Vectors, including insects and ticks, are capable of transmitting infectious disease pathogens among humans or between animals and humans. Diseases spread by vectors such as mosquitoes are a serious public health problem, affecting nearly half of the world’s population, according to the World Health Organization (WHO). NIAID is committed to conducting and supporting research to better understand the biology of vectors, how they transmit diseases, and how they find and interact with human hosts, with the goal of developing new and improved ways to prevent the transmission of diseases.
Why is the study of Vector Biology a priority for NIAID?
Vectors are responsible for the spread and transmission of some of the world's most devastating human diseases, including malaria, dengue fever, chikungunya, yellow fever, Zika, leishmaniasis, Chagas disease, and Lyme disease. Malaria alone causes more than 400,000 deaths annually, most of them children under 5 years of age. Other vector-borne diseases such as Chagas disease, leishmaniasis, and schistosomiasis affect hundreds of millions of people worldwide. The burden of these diseases is highest in tropical and subtropical areas, and they disproportionately affect the poorest populations, according to WHO. Studying the biology, behavior, ecology, and interactions of vectors with infectious disease pathogens and with their human hosts will help researchers better understand how disease transmission can be prevented.
How is NIAID addressing this critical topic?

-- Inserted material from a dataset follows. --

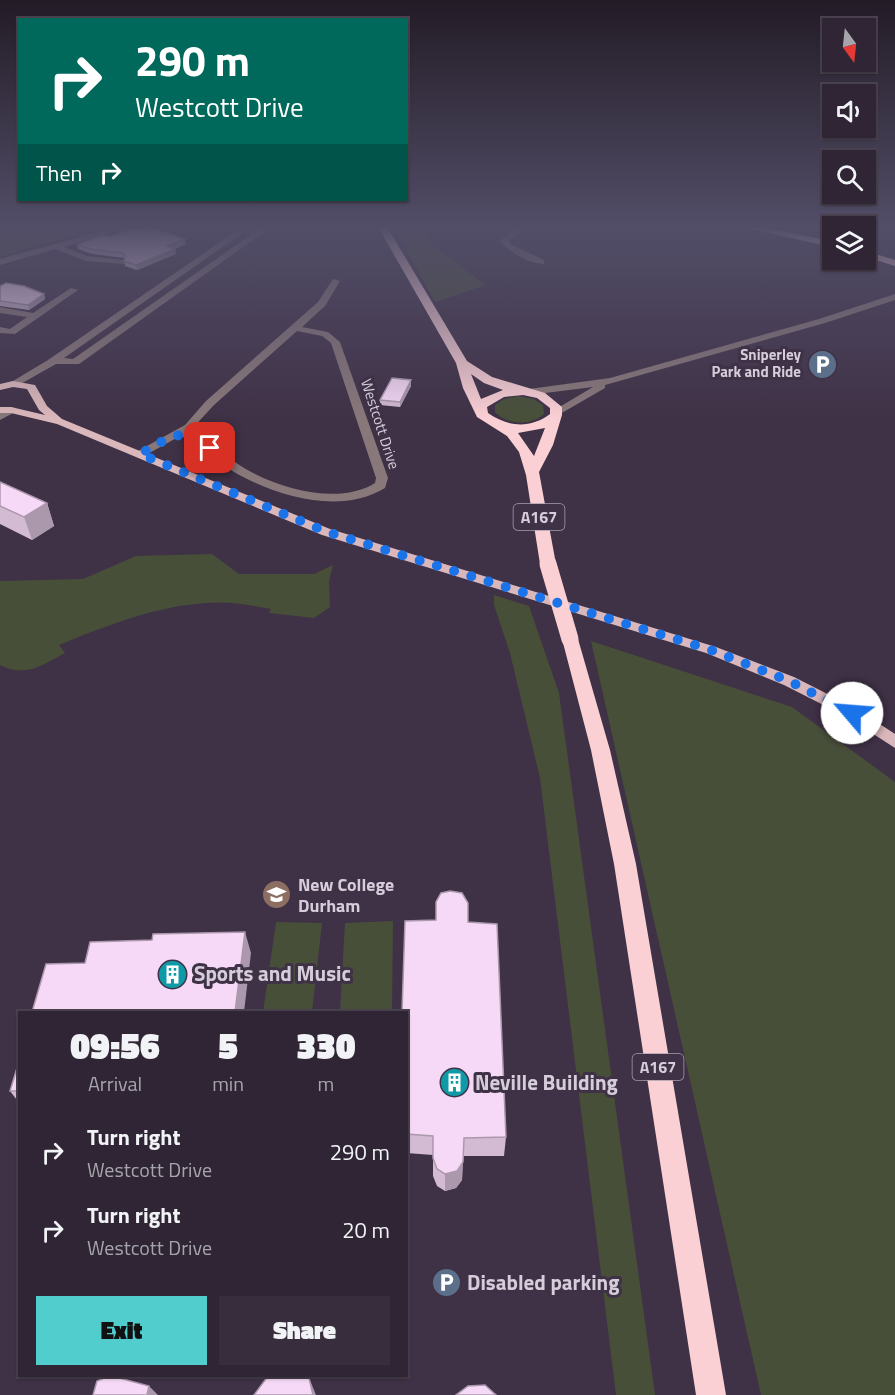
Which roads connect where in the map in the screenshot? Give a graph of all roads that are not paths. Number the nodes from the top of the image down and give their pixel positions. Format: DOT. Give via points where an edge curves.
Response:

NIAID conducts and supports a comprehensive vector biology research program to advance science and identify approaches that will help control or prevent the transmission of vector-borne pathogens to humans. This includes a variety of basic research projects that will contribute to a better understanding of key aspects of the biology of arthropod vectors. The program also supports translational and clinical research projects to identify and evaluate products and techniques designed to prevent the transmission of pathogens. These include the development of traps and repellents, the use of biologicals such as Wolbachia bacteria, and the evaluation of novel candidate vaccines based on mosquito saliva.